Task brief
Return all lines of the records that contain the word "dead".

Source data
[Start of Attachment]
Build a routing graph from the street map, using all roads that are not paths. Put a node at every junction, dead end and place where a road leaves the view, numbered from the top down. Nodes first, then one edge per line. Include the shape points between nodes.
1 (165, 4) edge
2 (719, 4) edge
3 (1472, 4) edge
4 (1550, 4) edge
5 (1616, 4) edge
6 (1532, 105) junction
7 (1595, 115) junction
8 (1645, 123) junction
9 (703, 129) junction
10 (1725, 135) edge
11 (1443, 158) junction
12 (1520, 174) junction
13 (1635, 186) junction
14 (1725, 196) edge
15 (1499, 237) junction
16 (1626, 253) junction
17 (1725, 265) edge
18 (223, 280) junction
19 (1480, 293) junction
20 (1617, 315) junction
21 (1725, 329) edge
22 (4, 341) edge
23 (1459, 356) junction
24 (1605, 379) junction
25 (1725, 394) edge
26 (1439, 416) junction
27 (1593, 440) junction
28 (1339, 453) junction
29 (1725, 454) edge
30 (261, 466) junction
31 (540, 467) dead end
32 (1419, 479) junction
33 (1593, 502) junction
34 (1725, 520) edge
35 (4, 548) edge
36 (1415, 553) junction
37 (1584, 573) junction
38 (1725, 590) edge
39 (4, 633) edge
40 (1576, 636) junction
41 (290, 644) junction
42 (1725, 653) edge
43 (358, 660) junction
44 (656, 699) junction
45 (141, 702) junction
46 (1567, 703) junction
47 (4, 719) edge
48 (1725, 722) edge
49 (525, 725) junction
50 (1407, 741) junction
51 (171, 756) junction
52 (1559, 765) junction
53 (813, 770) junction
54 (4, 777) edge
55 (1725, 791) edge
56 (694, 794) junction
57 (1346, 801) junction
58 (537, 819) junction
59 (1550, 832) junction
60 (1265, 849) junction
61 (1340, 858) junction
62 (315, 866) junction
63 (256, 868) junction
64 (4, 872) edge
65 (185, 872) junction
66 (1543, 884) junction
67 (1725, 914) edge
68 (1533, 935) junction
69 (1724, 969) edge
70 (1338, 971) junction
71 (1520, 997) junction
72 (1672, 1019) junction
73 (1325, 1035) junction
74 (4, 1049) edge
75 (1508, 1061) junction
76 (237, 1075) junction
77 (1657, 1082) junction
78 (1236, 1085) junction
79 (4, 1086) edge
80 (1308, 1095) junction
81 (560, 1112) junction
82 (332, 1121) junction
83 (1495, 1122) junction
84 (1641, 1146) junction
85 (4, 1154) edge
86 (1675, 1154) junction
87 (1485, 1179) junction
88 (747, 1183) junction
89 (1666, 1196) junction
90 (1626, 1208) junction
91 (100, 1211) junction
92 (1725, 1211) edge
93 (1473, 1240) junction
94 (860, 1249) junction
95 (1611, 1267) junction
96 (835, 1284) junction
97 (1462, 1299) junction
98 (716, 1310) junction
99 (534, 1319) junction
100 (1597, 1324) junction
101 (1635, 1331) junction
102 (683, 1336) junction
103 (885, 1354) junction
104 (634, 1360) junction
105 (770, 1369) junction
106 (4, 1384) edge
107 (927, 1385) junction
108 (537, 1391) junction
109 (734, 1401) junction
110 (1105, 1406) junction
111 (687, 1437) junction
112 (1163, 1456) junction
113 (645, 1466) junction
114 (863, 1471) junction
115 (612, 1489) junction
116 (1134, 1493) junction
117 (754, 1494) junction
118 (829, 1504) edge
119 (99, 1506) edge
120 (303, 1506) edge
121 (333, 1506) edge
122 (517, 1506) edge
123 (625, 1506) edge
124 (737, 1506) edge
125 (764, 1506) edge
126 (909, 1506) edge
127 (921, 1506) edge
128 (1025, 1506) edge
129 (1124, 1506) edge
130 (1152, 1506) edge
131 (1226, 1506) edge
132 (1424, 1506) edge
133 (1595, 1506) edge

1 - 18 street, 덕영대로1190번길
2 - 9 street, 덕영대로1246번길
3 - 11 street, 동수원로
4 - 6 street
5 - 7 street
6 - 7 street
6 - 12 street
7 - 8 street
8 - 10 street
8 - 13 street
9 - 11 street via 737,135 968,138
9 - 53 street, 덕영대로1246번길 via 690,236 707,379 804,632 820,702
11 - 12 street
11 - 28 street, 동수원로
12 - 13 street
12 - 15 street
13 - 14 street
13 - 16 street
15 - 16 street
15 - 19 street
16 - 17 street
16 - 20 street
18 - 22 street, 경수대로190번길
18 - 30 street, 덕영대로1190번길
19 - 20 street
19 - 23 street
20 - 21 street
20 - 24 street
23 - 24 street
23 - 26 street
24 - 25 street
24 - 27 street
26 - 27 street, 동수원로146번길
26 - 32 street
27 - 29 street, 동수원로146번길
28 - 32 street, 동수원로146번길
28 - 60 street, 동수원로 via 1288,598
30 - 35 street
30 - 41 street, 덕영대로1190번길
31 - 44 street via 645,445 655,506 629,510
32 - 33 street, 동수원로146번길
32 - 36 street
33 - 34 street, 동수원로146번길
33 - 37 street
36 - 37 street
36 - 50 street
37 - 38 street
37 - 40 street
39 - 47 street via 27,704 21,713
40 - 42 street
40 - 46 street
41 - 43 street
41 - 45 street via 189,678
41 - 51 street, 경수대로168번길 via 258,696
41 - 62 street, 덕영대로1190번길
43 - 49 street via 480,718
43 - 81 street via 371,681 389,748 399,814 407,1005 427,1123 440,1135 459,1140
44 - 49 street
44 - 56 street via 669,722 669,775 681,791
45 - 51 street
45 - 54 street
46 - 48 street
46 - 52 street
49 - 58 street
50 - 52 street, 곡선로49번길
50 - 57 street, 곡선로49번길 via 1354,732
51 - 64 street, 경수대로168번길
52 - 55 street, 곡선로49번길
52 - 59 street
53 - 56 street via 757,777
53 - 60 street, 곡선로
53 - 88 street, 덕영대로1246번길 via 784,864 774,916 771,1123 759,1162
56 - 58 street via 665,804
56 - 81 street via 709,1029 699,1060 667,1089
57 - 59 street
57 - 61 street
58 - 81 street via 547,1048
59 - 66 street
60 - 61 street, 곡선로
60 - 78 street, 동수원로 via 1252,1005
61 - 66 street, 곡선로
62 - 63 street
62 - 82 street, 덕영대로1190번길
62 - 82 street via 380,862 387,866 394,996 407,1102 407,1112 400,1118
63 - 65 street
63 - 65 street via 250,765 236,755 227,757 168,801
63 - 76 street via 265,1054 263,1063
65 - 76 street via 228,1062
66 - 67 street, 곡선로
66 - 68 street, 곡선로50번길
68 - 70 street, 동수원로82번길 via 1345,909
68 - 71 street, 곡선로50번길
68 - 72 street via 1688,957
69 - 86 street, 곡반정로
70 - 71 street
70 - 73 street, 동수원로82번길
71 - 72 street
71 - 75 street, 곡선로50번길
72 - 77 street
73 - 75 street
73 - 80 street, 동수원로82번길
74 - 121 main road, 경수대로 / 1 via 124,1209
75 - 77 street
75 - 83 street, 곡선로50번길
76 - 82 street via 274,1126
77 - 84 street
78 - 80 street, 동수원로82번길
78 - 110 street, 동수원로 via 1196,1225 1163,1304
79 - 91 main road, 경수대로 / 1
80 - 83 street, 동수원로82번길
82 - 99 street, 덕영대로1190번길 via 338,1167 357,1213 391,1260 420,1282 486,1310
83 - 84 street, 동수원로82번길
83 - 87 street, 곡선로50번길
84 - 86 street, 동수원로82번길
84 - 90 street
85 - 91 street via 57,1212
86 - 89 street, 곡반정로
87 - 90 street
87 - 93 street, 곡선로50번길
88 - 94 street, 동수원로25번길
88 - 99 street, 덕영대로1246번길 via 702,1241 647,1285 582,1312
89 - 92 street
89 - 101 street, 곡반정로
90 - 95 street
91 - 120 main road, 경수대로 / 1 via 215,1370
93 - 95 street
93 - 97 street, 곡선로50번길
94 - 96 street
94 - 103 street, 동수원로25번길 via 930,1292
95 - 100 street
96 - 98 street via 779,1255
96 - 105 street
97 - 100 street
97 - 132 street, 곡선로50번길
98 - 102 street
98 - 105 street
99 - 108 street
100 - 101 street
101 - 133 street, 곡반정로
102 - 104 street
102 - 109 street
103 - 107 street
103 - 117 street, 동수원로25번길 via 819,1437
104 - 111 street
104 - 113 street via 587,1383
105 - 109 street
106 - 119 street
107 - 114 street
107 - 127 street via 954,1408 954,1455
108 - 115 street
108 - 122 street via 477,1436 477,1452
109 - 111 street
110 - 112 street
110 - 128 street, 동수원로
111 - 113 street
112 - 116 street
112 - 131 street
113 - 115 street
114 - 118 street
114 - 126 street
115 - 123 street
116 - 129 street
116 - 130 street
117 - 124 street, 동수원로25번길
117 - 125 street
[End of Attachment]
Problem solution
Build a routing graph from the street map, using all roads that are not paths. Put a node at every junction, dead end and place where a road leaves the view, numbered from the top down. Nodes first, then one edge per line. Include the shape points between nodes.
31 (540, 467) dead end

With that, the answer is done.